IPO
Airbnb has filed for its IPO [Credit: Airbnb]

Airbnb begins IPO filing process

US: Airbnb has confirmed via a press release that it has begun the process of filing to go public by submitting a draft registration statement to the Securities and Exchange Commission [SEC] for an initial public offering, or IPO.

Just a week after reports emerged that Airbnb would be filing for its IPO this month, potentially via a merger with a blank-cheque acquisition company [or SPAC – special purpose acquisition companies], Airbnb confirmed the long-awaited news on Wednesday, however it did not disclose any financial information surrounding the offering nor the number of shares to be offered.

However, it did say that the IPO is expected to take place “after the SEC completes its review process, subject to market and other conditions”.

The SEC is an independent agency of the United States federal government, and is responsible for enforcing federal securities laws, proposing securities rules, and regulating the securities industry and other activities and organisations.
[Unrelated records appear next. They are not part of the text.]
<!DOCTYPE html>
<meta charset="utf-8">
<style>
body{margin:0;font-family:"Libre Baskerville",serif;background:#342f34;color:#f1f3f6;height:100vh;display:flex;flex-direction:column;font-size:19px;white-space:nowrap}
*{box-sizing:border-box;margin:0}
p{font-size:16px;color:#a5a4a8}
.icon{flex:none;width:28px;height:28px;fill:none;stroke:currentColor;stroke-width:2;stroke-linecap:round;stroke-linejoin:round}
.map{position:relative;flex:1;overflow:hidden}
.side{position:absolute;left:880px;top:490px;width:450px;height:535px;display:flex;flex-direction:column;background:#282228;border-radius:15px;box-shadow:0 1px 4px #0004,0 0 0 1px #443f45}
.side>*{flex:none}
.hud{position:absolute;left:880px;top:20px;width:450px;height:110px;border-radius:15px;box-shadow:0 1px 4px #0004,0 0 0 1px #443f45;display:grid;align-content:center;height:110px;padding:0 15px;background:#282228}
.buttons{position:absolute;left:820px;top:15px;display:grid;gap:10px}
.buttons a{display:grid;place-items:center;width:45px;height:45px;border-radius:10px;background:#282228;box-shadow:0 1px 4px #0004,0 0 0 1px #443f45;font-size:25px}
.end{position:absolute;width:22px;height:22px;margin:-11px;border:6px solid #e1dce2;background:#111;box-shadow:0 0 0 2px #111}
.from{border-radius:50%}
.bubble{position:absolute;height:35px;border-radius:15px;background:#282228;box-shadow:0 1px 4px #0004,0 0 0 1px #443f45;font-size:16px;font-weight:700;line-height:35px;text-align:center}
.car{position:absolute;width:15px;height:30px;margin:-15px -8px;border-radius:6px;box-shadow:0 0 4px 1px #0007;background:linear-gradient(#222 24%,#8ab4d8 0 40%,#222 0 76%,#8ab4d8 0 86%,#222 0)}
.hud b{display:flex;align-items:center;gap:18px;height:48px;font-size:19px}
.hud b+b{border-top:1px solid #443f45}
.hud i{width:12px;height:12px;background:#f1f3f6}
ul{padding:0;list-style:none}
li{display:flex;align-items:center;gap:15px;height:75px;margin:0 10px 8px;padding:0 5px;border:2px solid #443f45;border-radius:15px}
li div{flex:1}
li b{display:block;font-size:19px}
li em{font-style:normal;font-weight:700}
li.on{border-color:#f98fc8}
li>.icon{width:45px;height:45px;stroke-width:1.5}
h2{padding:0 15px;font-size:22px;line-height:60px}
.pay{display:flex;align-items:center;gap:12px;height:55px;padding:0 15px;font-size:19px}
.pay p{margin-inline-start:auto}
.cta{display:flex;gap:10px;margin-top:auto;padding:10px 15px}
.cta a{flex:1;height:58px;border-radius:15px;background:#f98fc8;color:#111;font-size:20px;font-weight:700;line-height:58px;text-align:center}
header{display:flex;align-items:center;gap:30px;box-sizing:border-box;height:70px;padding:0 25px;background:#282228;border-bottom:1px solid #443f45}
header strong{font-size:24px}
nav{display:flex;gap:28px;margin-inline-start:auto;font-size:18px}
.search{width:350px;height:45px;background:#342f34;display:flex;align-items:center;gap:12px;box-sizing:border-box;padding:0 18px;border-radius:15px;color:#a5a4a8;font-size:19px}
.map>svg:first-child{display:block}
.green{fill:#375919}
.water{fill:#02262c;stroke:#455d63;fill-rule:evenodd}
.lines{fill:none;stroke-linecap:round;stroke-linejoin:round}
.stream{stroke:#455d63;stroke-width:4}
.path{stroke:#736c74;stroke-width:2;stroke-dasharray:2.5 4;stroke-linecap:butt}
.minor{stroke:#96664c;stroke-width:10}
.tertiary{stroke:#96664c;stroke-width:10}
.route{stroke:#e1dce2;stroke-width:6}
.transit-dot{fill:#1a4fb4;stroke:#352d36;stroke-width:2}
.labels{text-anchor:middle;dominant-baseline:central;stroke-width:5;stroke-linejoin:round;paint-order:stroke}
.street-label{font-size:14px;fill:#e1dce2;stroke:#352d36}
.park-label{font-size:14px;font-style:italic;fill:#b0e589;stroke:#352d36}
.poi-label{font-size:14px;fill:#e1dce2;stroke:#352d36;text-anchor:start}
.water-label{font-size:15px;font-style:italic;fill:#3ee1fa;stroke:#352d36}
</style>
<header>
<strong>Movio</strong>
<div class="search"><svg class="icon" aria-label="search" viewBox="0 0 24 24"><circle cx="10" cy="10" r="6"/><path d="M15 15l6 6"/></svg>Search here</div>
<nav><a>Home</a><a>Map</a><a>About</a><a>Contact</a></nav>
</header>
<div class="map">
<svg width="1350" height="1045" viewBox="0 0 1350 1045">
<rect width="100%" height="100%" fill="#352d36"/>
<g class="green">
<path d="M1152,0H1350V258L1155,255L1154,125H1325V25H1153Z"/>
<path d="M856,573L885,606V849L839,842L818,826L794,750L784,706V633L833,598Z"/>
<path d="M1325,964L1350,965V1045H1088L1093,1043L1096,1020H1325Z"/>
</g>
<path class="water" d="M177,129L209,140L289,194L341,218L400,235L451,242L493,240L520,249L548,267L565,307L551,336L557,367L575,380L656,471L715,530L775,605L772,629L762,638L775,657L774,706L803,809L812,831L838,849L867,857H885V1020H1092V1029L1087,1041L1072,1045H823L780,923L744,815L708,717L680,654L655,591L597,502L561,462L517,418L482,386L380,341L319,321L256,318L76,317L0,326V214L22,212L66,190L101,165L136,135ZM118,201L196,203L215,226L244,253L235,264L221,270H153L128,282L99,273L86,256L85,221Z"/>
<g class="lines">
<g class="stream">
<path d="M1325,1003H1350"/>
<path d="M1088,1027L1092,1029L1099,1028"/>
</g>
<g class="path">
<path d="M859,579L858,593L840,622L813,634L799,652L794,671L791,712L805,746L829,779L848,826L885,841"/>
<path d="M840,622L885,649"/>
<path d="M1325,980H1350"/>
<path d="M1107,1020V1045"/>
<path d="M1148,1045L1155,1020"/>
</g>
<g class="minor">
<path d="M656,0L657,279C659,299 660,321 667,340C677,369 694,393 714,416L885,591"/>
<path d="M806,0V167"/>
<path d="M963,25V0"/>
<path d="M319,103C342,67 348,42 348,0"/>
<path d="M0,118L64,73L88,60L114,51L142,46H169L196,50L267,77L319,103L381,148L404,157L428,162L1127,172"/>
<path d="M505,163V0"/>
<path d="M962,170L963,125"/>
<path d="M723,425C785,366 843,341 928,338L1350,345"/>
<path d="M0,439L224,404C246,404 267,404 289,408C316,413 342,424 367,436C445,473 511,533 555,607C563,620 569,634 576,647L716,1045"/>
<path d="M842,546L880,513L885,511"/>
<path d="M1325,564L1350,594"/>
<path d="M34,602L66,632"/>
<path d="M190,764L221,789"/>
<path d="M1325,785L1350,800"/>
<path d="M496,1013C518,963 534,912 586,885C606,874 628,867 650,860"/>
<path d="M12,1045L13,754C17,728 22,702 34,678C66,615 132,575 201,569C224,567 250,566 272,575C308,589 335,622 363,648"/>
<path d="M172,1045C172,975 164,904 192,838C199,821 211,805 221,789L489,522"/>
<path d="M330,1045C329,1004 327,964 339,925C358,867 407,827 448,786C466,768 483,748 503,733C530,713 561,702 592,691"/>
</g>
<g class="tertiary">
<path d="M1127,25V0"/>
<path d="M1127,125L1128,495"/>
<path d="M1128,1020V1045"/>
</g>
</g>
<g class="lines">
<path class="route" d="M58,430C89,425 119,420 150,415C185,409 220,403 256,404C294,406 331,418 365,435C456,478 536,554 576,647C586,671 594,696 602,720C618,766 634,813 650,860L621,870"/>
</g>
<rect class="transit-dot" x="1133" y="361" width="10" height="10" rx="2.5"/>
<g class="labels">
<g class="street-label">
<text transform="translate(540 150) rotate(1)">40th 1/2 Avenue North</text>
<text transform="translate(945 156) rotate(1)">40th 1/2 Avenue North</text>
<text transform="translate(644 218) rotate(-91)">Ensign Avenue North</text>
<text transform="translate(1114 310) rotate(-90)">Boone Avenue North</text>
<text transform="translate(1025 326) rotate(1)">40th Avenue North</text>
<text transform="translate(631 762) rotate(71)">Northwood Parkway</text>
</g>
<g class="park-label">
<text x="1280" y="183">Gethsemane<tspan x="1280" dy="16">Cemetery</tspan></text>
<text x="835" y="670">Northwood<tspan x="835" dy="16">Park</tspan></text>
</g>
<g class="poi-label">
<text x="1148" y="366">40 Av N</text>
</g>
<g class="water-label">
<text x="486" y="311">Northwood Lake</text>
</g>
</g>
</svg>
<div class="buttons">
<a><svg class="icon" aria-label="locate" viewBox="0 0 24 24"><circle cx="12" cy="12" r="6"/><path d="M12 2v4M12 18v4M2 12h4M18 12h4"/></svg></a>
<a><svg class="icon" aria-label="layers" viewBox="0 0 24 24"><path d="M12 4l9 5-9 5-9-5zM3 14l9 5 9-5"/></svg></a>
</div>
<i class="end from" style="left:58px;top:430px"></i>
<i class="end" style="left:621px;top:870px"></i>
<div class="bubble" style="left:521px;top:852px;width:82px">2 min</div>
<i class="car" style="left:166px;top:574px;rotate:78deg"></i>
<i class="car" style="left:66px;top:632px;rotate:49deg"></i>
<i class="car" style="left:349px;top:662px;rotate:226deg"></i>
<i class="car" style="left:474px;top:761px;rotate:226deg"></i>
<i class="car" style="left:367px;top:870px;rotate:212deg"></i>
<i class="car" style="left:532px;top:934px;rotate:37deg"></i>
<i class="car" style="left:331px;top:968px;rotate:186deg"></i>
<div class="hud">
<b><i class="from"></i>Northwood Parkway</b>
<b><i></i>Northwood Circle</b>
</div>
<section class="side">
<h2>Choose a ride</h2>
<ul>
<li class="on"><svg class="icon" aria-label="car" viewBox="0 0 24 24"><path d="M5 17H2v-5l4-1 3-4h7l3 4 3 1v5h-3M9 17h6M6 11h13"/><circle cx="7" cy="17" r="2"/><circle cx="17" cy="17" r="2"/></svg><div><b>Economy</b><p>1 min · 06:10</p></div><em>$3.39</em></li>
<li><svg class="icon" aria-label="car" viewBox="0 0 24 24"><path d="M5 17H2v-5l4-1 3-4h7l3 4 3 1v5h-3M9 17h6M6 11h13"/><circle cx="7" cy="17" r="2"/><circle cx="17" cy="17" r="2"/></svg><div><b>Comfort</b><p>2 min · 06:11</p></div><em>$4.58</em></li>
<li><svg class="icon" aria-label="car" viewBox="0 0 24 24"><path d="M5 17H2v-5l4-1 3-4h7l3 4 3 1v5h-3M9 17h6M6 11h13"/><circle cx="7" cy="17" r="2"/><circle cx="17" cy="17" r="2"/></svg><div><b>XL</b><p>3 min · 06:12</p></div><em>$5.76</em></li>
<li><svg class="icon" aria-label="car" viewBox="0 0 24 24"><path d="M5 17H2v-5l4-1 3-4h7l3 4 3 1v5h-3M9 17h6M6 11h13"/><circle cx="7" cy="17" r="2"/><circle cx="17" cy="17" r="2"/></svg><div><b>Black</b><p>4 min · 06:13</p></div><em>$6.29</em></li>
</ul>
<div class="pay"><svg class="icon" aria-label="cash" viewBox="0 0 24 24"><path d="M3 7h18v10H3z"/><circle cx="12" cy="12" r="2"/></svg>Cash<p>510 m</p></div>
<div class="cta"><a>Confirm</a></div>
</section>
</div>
Airbnb had initially privately been planning to go file to go public in March, but the outbreak of Covid-19 scuppered its immediate plans, and triggered the start of an unprecedented collapse for the travel sector.

During that time, Airbnb supposedly lost 80 per cent of its business in six weeks as the company began “haemorrhaging cash”, laid off 25 per cent of its global workforce, cut marketing expenditure and slashed spending across its non-core segments such as hotels and transportation, faced the wrath of hosts and guests alike for its initial refund policies and lack of payments, and seen its value plummet to approximately $18 billion at the time of its second quick-fire funding injection in April, a near 50 per cent drop on its valuation just three years ago.
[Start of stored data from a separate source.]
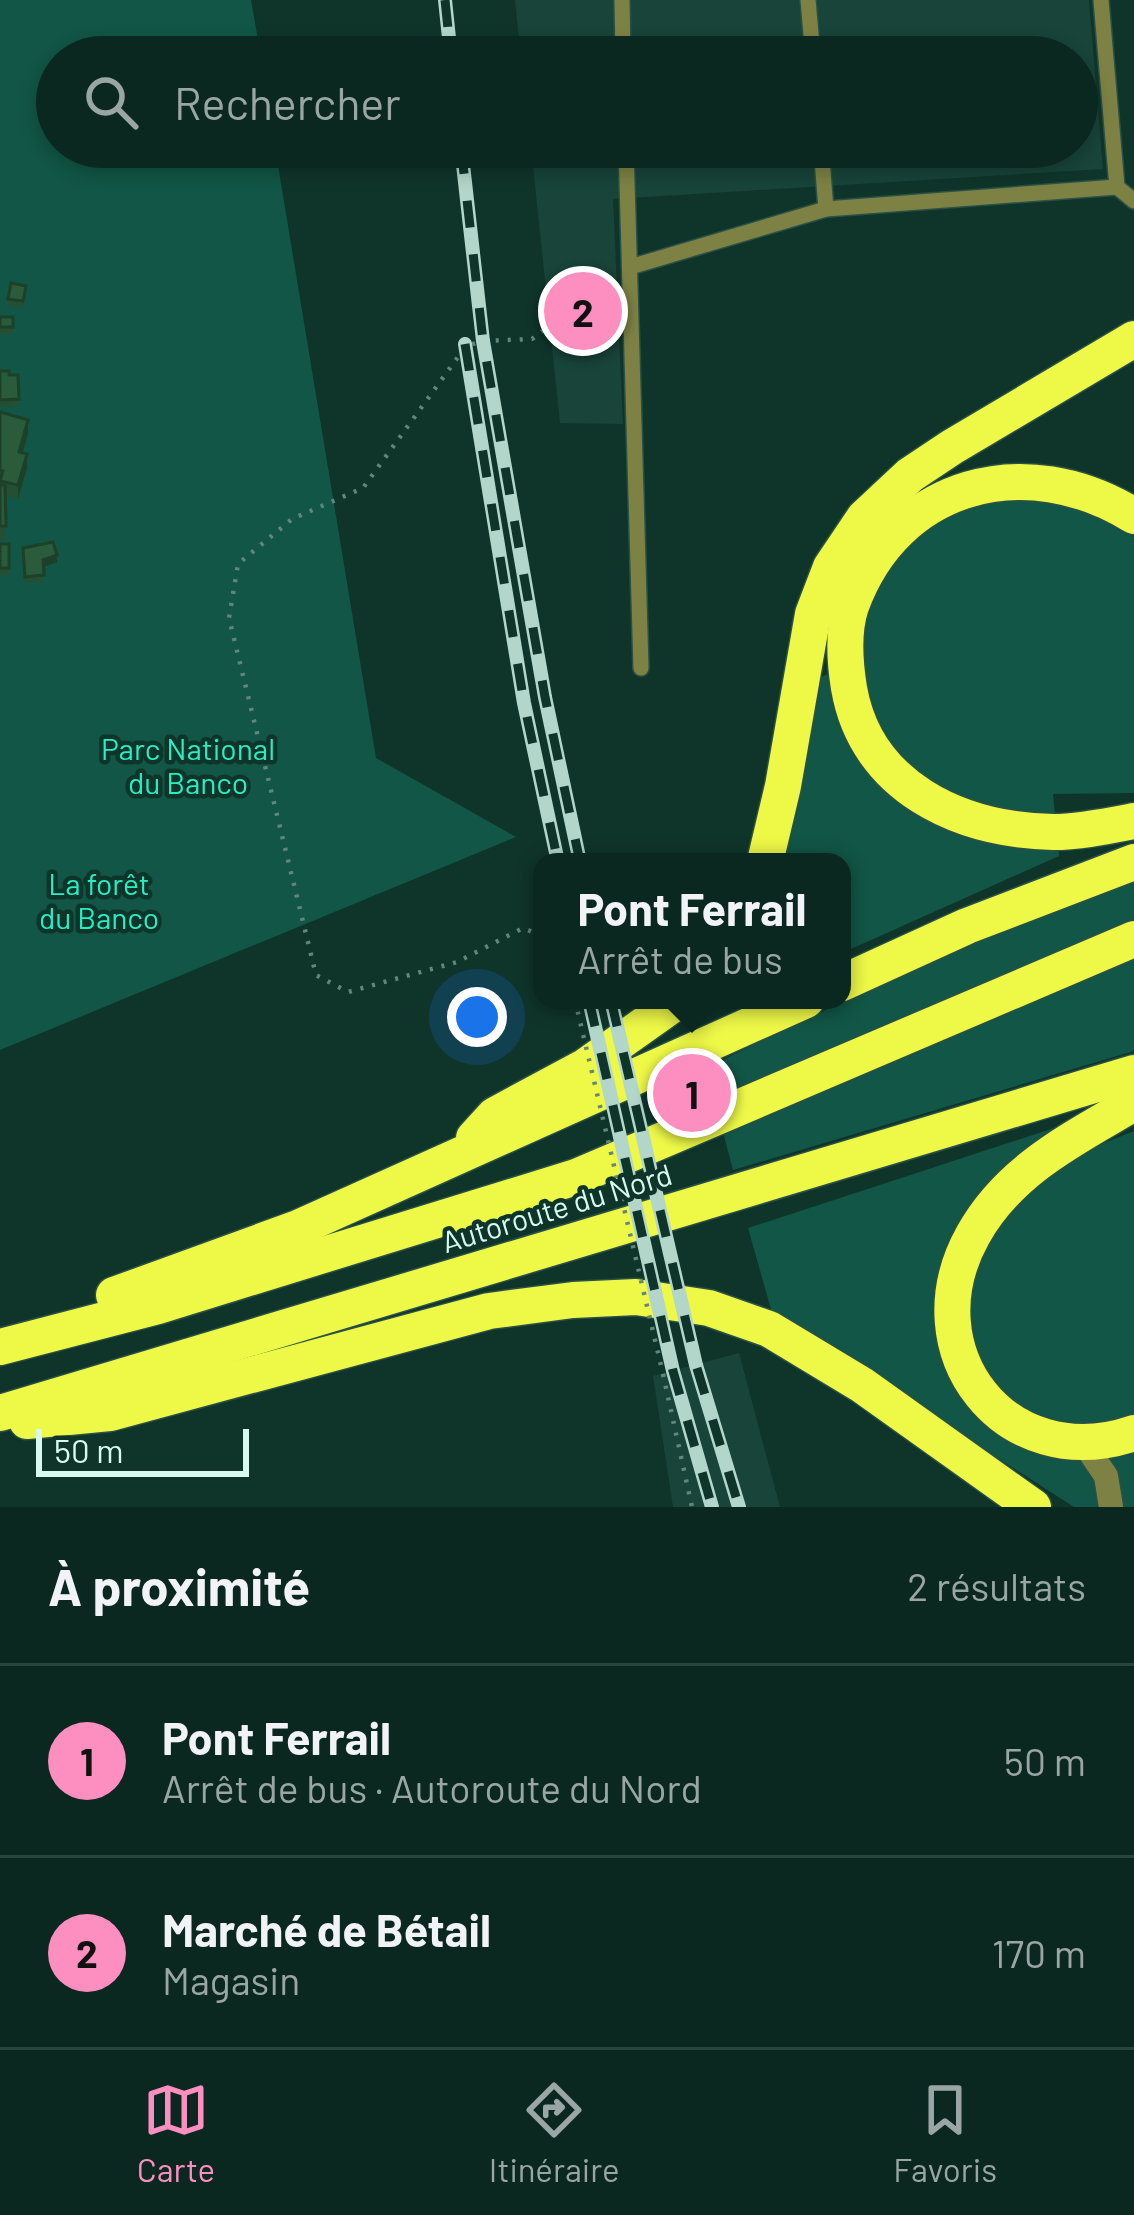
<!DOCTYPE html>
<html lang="fr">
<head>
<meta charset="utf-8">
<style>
	:root { --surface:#0b2820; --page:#19342d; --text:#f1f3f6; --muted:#9aa6a5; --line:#2b443e; --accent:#fd8ec0 }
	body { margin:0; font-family:Barlow,sans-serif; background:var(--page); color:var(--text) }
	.scale { position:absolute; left:36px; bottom:30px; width:213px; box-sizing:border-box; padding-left:12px; border:6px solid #d8faee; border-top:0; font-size:33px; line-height:42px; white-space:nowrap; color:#d8faee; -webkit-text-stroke:9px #0f352b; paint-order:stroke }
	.you { position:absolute; left:477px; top:1017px; width:42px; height:42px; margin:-30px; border:9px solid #fff; border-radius:50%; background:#1a73e8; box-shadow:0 0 0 18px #1a73e833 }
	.badge { display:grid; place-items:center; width:78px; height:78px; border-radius:50%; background:var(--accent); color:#111; font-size:39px; font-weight:700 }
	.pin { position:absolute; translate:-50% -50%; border:6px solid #fff; box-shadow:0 3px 12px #0006 }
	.popup { position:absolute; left:533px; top:853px; width:318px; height:156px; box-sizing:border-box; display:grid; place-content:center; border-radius:24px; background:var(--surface); filter:drop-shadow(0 3px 9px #0005); font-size:39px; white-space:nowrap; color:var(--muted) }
	.popup b { font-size:45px; color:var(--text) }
	.popup::after { content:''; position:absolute; left:50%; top:100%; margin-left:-24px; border:24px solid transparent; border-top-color:var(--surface) }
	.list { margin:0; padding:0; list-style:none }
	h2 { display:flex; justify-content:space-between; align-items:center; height:156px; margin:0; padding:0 48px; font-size:51px }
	h2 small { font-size:39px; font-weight:400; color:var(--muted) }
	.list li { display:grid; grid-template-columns:78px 1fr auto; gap:36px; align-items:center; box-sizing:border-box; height:192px; padding:0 48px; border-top:3px solid var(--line) }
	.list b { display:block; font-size:45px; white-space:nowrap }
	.list p { margin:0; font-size:39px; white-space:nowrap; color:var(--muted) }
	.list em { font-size:39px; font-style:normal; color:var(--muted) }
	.icon { flex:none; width:66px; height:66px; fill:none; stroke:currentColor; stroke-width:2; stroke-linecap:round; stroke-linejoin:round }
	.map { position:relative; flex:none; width:1134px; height:1507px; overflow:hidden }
	.search { position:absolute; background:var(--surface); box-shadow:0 6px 18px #0003; left:36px; right:36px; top:36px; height:132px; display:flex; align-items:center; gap:30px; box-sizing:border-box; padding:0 42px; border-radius:66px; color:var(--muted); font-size:45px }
	.sheet { height:540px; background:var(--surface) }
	nav { display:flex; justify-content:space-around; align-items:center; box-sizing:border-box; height:168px; border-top:3px solid var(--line); background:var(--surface); font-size:33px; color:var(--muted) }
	nav a { display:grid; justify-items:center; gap:6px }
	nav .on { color:var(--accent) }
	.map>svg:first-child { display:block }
	.built { fill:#184439 }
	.green { fill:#115646 }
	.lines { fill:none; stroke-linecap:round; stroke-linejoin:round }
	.lane-casing { stroke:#2b5146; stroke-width:18 }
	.street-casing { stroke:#2b5146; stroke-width:27 }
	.highway-casing { stroke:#2b5146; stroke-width:39 }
	.path { stroke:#62867b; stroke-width:4.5; stroke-dasharray:3 9; stroke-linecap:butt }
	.lane { stroke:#7d8244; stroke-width:15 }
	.street { stroke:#7d8244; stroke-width:24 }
	.highway { stroke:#edf847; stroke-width:36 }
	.rail-casing { stroke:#b3d6ca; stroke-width:14 }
	.rail { stroke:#0f352b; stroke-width:9; stroke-dasharray:27; stroke-linecap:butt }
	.path-bridge { stroke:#62867b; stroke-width:4.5; stroke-dasharray:3 9; stroke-linecap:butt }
	.wall { fill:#244f33 }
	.shaded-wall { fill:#1d4029 }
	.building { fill:#2a5c3b; stroke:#1d4029; stroke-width:3 }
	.labels { text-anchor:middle; stroke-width:9; stroke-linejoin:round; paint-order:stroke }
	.park-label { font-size:30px; fill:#26efc4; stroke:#0f352b }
	.street-label { font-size:30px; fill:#d8faee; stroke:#0f352b }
</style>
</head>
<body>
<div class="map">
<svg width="1134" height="1507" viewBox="0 0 1134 1507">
	<rect width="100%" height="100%" fill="#0f352b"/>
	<g class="built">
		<polygon points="515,0 1089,0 1103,169 613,199 623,424 560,423 531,147 1077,147 1077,57 521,57"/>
		<polygon points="739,1353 780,1507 673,1507 653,1376"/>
	</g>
	<g class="green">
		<polygon points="0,0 251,0 261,57 57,57 57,147 275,147 376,758 516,837 0,1050"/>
		<path d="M1035,495C1072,504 1107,508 1134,537V793L1053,794L1059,856L842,953V862H785L802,787L817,679L862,658C864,643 864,625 869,611C887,557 934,515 988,498C1002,493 1020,496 1035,495Z"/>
		<polygon points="1134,881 1134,1051 733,1170 706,1068 972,939"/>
		<polygon points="1054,1128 1092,1148 1134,1131 1134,1507 1074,1507 772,1313 748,1228"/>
	</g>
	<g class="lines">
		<defs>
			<g id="lane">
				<polyline points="622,0 623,57"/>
				<polyline points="808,0 813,57"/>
				<polyline points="1101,0 1117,187 1134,201"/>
				<polyline points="626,147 641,668"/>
				<polyline points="821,147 826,209"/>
				<polyline points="630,267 826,209 1117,187"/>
			</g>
			<polyline id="street" points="1083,1442 1106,1476 1111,1507"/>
			<g id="highway">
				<path d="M1134,516C1026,449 896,482 851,606C843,630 845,663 849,688C866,787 959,830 1053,832C1079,832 1108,826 1134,821"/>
				<polyline points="765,862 783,786 813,614 831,567 864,518 910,475 952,447 1134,339"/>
				<polyline points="842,983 967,926 1134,862"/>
				<path d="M1134,1103C1073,1139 1009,1170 973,1235C908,1351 1006,1477 1134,1433"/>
				<polyline points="474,1138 495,1115 586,1066 679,1000"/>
				<polyline points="114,1295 298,1228 806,1000"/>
				<polyline points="0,1347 158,1306 576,1177 1134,939"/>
				<polyline points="0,1413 1134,1073"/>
				<polyline points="27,1421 110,1413 489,1311 573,1300 636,1297 709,1308 769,1329 862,1385 1033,1507"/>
			</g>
		</defs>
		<use href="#lane" class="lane-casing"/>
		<use href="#street" class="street-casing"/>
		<use href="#highway" class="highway-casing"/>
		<g class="path">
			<polyline points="542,936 523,928 457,962 348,992 316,975 229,618 238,564 292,519 363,488 466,346 483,341 532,339 609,282"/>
			<polyline points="663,1374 692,1507"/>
		</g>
		<use href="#lane" class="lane"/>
		<use href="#street" class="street"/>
		<use href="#highway" class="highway"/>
		<defs>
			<g id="rail">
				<polyline points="445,0 451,57"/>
				<polyline points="461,147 483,341 545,697 580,862"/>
				<polyline points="465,344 524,703 558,862"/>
				<polyline points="589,1000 673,1371 712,1507"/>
				<polyline points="611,1000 696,1365 739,1507"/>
			</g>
		</defs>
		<use href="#rail" class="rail-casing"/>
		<use href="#rail" class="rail"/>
		<polyline class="path-bridge" points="575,1000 663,1374"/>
	</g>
	<g class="wall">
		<polygon points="26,293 23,308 8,306 8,299"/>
		<rect x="0" y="317" width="13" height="17"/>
		<polygon points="0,371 9,375 18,375 19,406 0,407"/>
		<polygon points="0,412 28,434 22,453 27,468 18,499 6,496 6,539 0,540"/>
		<rect x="0" y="544" width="9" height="31"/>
		<polygon points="23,548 57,562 44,567 44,582 25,583"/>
	</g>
	<g class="shaded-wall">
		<polygon points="28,420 28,434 19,465 19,452"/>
		<polygon points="27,454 27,468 18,499 18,485"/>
		<polygon points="57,555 57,562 43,567 43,560"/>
	</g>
	<g class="building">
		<polygon points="11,283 26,286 23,301 8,299"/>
		<rect x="0" y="317" width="13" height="10"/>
		<polygon points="0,371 9,371 9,375 18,375 19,399 0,400"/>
		<polygon points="0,412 28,420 19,452 27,454 18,485 0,481 3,471 0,470"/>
		<polygon points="0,485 5,485 6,526 0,526"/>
		<polygon points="53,542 57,555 43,560 44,575 25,577 23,548"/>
		<rect x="0" y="544" width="9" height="24"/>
	</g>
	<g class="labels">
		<g class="park-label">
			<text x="188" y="760">Parc National<tspan x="188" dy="34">du Banco</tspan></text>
			<text x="99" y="895">La forêt<tspan x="99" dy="34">du Banco</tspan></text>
		</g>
		<g class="street-label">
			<text transform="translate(557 1209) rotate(-17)" y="10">Autoroute du Nord</text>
		</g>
	</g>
</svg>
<div class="scale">50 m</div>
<div class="you"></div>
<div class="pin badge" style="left:692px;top:1093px">1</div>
<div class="popup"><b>Pont Ferrail</b>Arrêt de bus</div>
<div class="pin badge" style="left:583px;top:311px">2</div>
<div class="search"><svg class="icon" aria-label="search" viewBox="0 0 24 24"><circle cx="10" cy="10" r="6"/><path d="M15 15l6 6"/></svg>Rechercher</div>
</div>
<section class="sheet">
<h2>À proximité<small>2 résultats</small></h2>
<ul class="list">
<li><span class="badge">1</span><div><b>Pont Ferrail</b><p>Arrêt de bus · Autoroute du Nord</p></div><em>50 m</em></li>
<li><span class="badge">2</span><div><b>Marché de Bétail</b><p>Magasin</p></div><em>170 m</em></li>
</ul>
</section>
<nav>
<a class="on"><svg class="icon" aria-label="map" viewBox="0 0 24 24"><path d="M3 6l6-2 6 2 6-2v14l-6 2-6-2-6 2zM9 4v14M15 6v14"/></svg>Carte</a>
<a><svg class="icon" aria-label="directions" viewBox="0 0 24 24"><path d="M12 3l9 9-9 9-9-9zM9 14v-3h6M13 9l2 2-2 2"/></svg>Itinéraire</a>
<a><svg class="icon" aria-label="saved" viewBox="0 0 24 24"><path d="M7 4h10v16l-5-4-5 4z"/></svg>Favoris</a>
</nav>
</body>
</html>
A report published a week ago by the US Travel Association also indicated that the country’s travel industry lost an estimated $330 billion in potential revenue at the start of the pandemic surge in March, a situation reflected by Airbnb’s own struggles to survive.

Meanwhile, the firm underwent a significant management reshuffle in preparation for its IPO revival in July, when Greg Greeley, head of Airbnb’s core rental accommodation business Homes, announced he was stepping down, while head of Experiences, Catherine Powell, took up a new management role at Airbnb’s newly-created Hosting division.